First Day of Adamah

September 11, 2011

Today is the first day of the Adamah Fellowship, which I’ll be doing this fall, living communally with fourteen other fellows, working on a farm (which is mostly still under water from Hurricane Irene), and learning about sutainable, intentional, communal living and Jewish spirituality. I’m incredibly excited to be spending the Fall in New England for the first time in a decade. It’s only the beginning of September, but I can already feel that magical fall energy in the air.

Here’s the tent where I’ll be living for the next three month:

Although Irene was very destructive in many ways, she also had many beautiful effects. Diverse species of mushrooms have popped up all over the woods here (note the big ones in front of my tent), and streams, like this one, which runs right near my tent, are full.

Homemade Scattergories

September 9, 2011

I don’t know why it had never occurred to me earlier that one could create a more engaging, funny game by making up new categories to use for the popular Milton Bradley parlour game “Scattergories”, in which players attempt to come up with items in different categories that all start with the same letter. Under the influence of a few mixed drinks, my friends Kim and Rocky and I each made up four new categories to come up with the following list, which contrary to my expectations, worked even better than the standard lists that Milton Bradley includes with the game.

Our list:
Dental Procedures
“That Kid”
Articles of Clothing
Animals I would have sex with
Books
Breakfast foods
Oral fixations
Premises for Horror movies
Bathroom Items
Authors
Atrocities
Containers

So next time you go to play Scattergories, try setting aside the boring standard-issue lists and make your own.

Norway, Maine, USA

September 8, 2011

At first, when I got off the plane in Portland, the cynical New Yorker in me assumed that those wooden rocking chairs looking out of place in the airport waiting area were some clumsily self-conscious attempt to exploit a certain image of folksiness for marketing and branding purposes. But after spending just a short time here in Maine, I’m pretty well convinced that Maine really is the kind of state where they put rocking chairs in the airport, because they think it’s a nice way to do things. People here are so artlessly friendly I can hardly believe it.

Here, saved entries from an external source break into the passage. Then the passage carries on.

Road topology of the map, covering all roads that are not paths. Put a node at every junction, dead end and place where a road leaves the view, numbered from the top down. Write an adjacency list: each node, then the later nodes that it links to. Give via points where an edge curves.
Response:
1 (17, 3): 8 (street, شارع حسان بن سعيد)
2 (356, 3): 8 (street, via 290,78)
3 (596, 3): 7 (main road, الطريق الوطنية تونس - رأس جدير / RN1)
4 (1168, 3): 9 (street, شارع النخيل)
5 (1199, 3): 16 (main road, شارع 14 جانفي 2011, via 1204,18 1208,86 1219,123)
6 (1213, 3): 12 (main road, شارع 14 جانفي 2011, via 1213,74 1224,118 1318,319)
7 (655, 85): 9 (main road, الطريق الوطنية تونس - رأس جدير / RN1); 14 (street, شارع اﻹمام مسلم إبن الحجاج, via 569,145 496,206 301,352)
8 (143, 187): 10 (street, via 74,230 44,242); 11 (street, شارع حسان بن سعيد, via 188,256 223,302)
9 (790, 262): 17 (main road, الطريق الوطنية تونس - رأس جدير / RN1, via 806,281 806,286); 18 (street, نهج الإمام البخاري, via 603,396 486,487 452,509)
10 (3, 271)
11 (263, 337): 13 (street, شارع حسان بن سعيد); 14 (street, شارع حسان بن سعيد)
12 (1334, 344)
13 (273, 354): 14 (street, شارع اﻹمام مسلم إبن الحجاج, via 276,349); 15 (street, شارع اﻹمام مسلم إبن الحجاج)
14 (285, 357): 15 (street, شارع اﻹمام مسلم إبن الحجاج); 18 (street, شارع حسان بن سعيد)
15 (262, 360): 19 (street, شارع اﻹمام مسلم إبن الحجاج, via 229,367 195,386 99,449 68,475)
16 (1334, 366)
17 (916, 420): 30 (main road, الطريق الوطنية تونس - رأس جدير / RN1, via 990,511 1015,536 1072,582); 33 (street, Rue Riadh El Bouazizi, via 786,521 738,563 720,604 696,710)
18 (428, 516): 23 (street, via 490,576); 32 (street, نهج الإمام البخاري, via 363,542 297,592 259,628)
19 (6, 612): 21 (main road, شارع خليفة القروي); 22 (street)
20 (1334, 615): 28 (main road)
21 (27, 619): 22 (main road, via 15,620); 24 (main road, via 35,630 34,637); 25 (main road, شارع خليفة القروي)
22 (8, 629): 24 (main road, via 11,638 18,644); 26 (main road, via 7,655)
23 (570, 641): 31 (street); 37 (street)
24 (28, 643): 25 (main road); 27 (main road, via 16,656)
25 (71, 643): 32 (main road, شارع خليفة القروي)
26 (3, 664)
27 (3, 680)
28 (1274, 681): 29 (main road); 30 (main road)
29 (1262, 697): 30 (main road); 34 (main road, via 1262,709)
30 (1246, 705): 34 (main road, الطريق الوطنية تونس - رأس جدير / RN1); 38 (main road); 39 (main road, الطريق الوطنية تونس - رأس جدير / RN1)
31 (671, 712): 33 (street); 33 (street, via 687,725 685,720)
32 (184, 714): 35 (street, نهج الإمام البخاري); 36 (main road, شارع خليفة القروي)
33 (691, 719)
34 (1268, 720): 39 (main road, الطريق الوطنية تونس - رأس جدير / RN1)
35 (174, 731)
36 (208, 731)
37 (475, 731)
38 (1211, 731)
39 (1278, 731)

But beyond how simply nice people here are, I’ve been most impressed in my brief stay with the local food scene, which rivals anything I’ve seen in those foodie hotspots of Brooklyn and Northern California. What’s most impressive is not the selection of local foodie offerings, from organic sodas and mead and beer to tofu and cheese and sausages. What really impressed me is that eating local is not some fad of the foodie elite here: it’s a really mainstream idea in Maine. Ordinary people here brag on their loal products and advocate for shopping and eating locally in a way that I usually only see within rareified circles of lefty food nuts.

If eating locally and sustainably are not part of a passing fad, but are, as I hope, part of a sea-change in how Americans relate to their food, then it would seem Maine is in the vanguard of that shift.